Dataset entries:
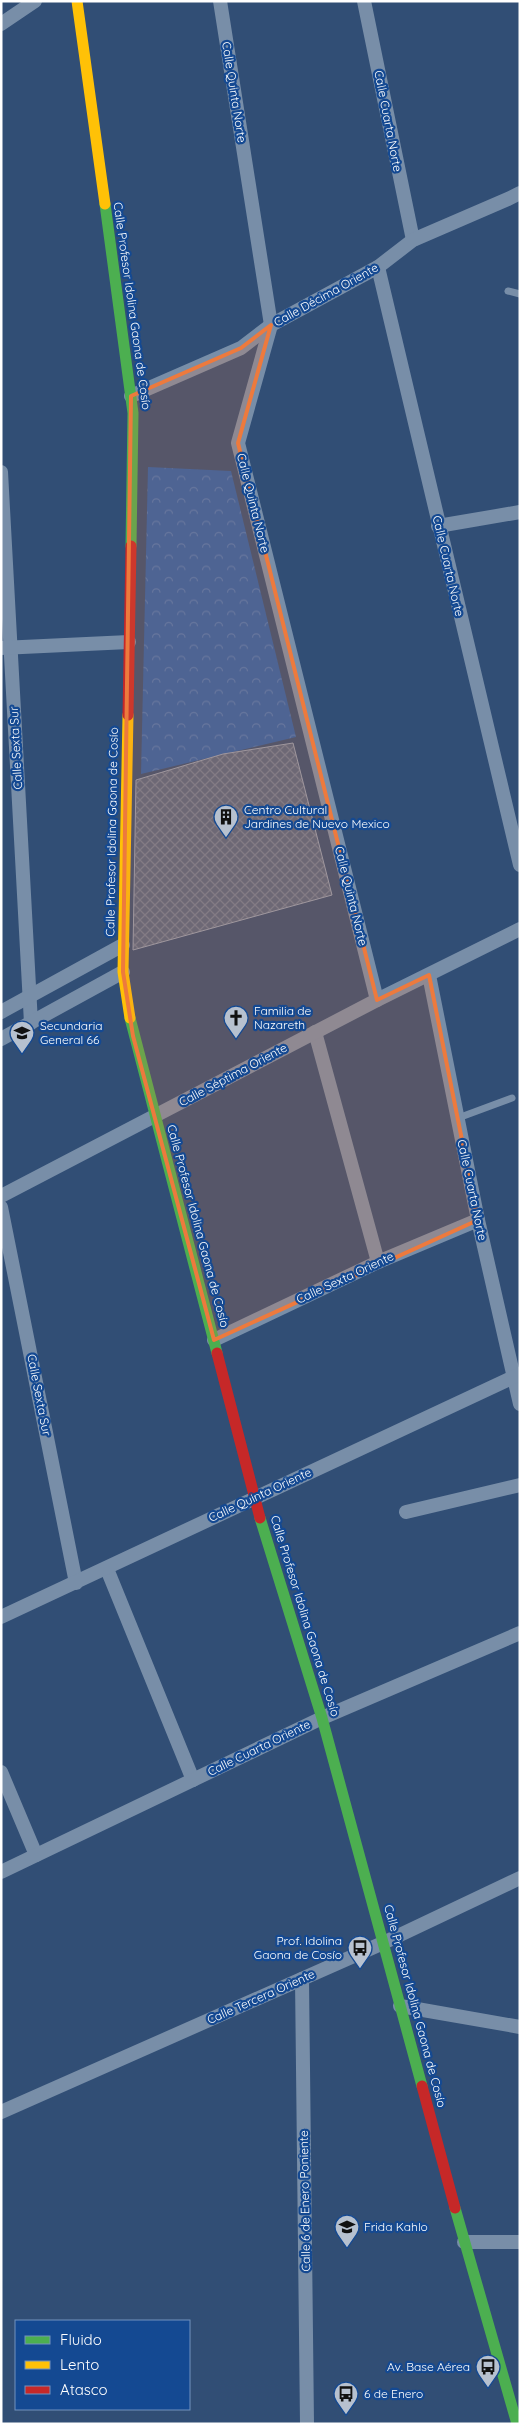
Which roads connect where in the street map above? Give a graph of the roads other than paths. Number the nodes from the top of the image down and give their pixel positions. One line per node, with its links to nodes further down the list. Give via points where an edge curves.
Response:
1 (36, 1): 5 (street)
2 (77, 1): 12 (street, Calle Profesor Idolina Gaona de Cosío)
3 (220, 1): 11 (street, Calle Quinta Norte)
4 (364, 1): 7 (street, Calle Cuarta Norte)
5 (1, 24)
6 (520, 192): 7 (street, Calle Décima Oriente)
7 (413, 240): 8 (street, Calle Décima Oriente)
8 (378, 267): 11 (street, Calle Décima Oriente); 15 (street, Calle Cuarta Norte)
9 (508, 291): 10 (lane)
10 (520, 294)
11 (271, 325): 12 (street, Calle Décima Oriente, via 241,348); 24 (street, Calle Quinta Norte, via 238,442)
12 (132, 396): 16 (street, Calle Profesor Idolina Gaona de Cosío)
13 (1, 472): 17 (street, Calle Sexta Sur)
14 (520, 512): 15 (street)
15 (438, 526): 18 (street, Calle Cuarta Norte)
16 (129, 642): 17 (street); 20 (street, Calle Profesor Idolina Gaona de Cosío)
17 (6, 648): 23 (street, Calle Sexta Sur)
18 (520, 865)
19 (520, 929): 22 (street, Calle Séptima Oriente)
20 (123, 946): 21 (street, Calle Profesor Idolina Gaona de Cosío); 23 (street)
21 (123, 972): 26 (street); 30 (street, Calle Profesor Idolina Gaona de Cosío, via 133,1036)
22 (429, 975): 24 (street, Calle Séptima Oriente); 31 (street, Calle Cuarta Norte)
23 (29, 997): 25 (street); 26 (street, Calle Sexta Sur)
24 (377, 1000): 27 (street, Calle Séptima Oriente)
25 (1, 1012)
26 (31, 1022): 28 (street)
27 (315, 1032): 30 (street, Calle Séptima Oriente); 35 (street)
28 (1, 1039)
29 (512, 1098): 31 (lane)
30 (155, 1116): 32 (street, Calle Séptima Oriente); 36 (street, Calle Profesor Idolina Gaona de Cosío)
31 (458, 1118): 34 (street, Calle Cuarta Norte)
32 (1, 1196)
33 (1, 1207): 43 (street, Calle Sexta Sur)
34 (478, 1220): 35 (street, Calle Sexta Oriente); 37 (street, Calle Cuarta Norte)
35 (378, 1262): 36 (street, Calle Sexta Oriente)
36 (214, 1340): 40 (street, Calle Profesor Idolina Gaona de Cosío)
37 (517, 1375): 38 (street, Calle Cuarta Norte); 40 (street, Calle Quinta Oriente)
38 (520, 1404)
39 (520, 1485): 41 (street)
40 (254, 1498): 42 (street, Calle Quinta Oriente); 46 (street, Calle Profesor Idolina Gaona de Cosío)
41 (406, 1512)
42 (107, 1569): 43 (street, Calle Quinta Oriente); 48 (street)
43 (76, 1583): 44 (street, Calle Quinta Oriente)
44 (1, 1618)
45 (520, 1633): 46 (street, Calle Cuarta Oriente)
46 (322, 1718): 48 (street, Calle Cuarta Oriente); 52 (street, Calle Profesor Idolina Gaona de Cosío)
47 (1, 1772): 49 (street)
48 (193, 1780): 49 (street, Calle Cuarta Oriente)
49 (36, 1855): 50 (street, Calle Cuarta Oriente)
50 (1, 1872)
51 (520, 1878): 52 (street, Calle Tercera Oriente)
52 (383, 1943): 53 (street, Calle Tercera Oriente); 54 (street, Calle Profesor Idolina Gaona de Cosío)
53 (302, 1979): 56 (street, Calle Tercera Oriente); 59 (street, Calle 6 de Enero Poniente)
54 (400, 2006): 55 (street); 57 (street, Calle Profesor Idolina Gaona de Cosío)
55 (520, 2027)
56 (1, 2112)
57 (464, 2242): 58 (street); 60 (street, Calle Profesor Idolina Gaona de Cosío)
58 (520, 2242)
59 (307, 2424)
60 (517, 2424)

§ **TASK GOAL**: Send back every record exactly as it stands, except the pictures.

§ **ANSWER TO THIS TASK**:
Which roads connect where in the street map above? Give a graph of the roads other than paths. Number the nodes from the top of the image down and give their pixel positions. One line per node, with its links to nodes further down the list. Give via points where an edge curves.
Response:
1 (36, 1): 5 (street)
2 (77, 1): 12 (street, Calle Profesor Idolina Gaona de Cosío)
3 (220, 1): 11 (street, Calle Quinta Norte)
4 (364, 1): 7 (street, Calle Cuarta Norte)
5 (1, 24)
6 (520, 192): 7 (street, Calle Décima Oriente)
7 (413, 240): 8 (street, Calle Décima Oriente)
8 (378, 267): 11 (street, Calle Décima Oriente); 15 (street, Calle Cuarta Norte)
9 (508, 291): 10 (lane)
10 (520, 294)
11 (271, 325): 12 (street, Calle Décima Oriente, via 241,348); 24 (street, Calle Quinta Norte, via 238,442)
12 (132, 396): 16 (street, Calle Profesor Idolina Gaona de Cosío)
13 (1, 472): 17 (street, Calle Sexta Sur)
14 (520, 512): 15 (street)
15 (438, 526): 18 (street, Calle Cuarta Norte)
16 (129, 642): 17 (street); 20 (street, Calle Profesor Idolina Gaona de Cosío)
17 (6, 648): 23 (street, Calle Sexta Sur)
18 (520, 865)
19 (520, 929): 22 (street, Calle Séptima Oriente)
20 (123, 946): 21 (street, Calle Profesor Idolina Gaona de Cosío); 23 (street)
21 (123, 972): 26 (street); 30 (street, Calle Profesor Idolina Gaona de Cosío, via 133,1036)
22 (429, 975): 24 (street, Calle Séptima Oriente); 31 (street, Calle Cuarta Norte)
23 (29, 997): 25 (street); 26 (street, Calle Sexta Sur)
24 (377, 1000): 27 (street, Calle Séptima Oriente)
25 (1, 1012)
26 (31, 1022): 28 (street)
27 (315, 1032): 30 (street, Calle Séptima Oriente); 35 (street)
28 (1, 1039)
29 (512, 1098): 31 (lane)
30 (155, 1116): 32 (street, Calle Séptima Oriente); 36 (street, Calle Profesor Idolina Gaona de Cosío)
31 (458, 1118): 34 (street, Calle Cuarta Norte)
32 (1, 1196)
33 (1, 1207): 43 (street, Calle Sexta Sur)
34 (478, 1220): 35 (street, Calle Sexta Oriente); 37 (street, Calle Cuarta Norte)
35 (378, 1262): 36 (street, Calle Sexta Oriente)
36 (214, 1340): 40 (street, Calle Profesor Idolina Gaona de Cosío)
37 (517, 1375): 38 (street, Calle Cuarta Norte); 40 (street, Calle Quinta Oriente)
38 (520, 1404)
39 (520, 1485): 41 (street)
40 (254, 1498): 42 (street, Calle Quinta Oriente); 46 (street, Calle Profesor Idolina Gaona de Cosío)
41 (406, 1512)
42 (107, 1569): 43 (street, Calle Quinta Oriente); 48 (street)
43 (76, 1583): 44 (street, Calle Quinta Oriente)
44 (1, 1618)
45 (520, 1633): 46 (street, Calle Cuarta Oriente)
46 (322, 1718): 48 (street, Calle Cuarta Oriente); 52 (street, Calle Profesor Idolina Gaona de Cosío)
47 (1, 1772): 49 (street)
48 (193, 1780): 49 (street, Calle Cuarta Oriente)
49 (36, 1855): 50 (street, Calle Cuarta Oriente)
50 (1, 1872)
51 (520, 1878): 52 (street, Calle Tercera Oriente)
52 (383, 1943): 53 (street, Calle Tercera Oriente); 54 (street, Calle Profesor Idolina Gaona de Cosío)
53 (302, 1979): 56 (street, Calle Tercera Oriente); 59 (street, Calle 6 de Enero Poniente)
54 (400, 2006): 55 (street); 57 (street, Calle Profesor Idolina Gaona de Cosío)
55 (520, 2027)
56 (1, 2112)
57 (464, 2242): 58 (street); 60 (street, Calle Profesor Idolina Gaona de Cosío)
58 (520, 2242)
59 (307, 2424)
60 (517, 2424)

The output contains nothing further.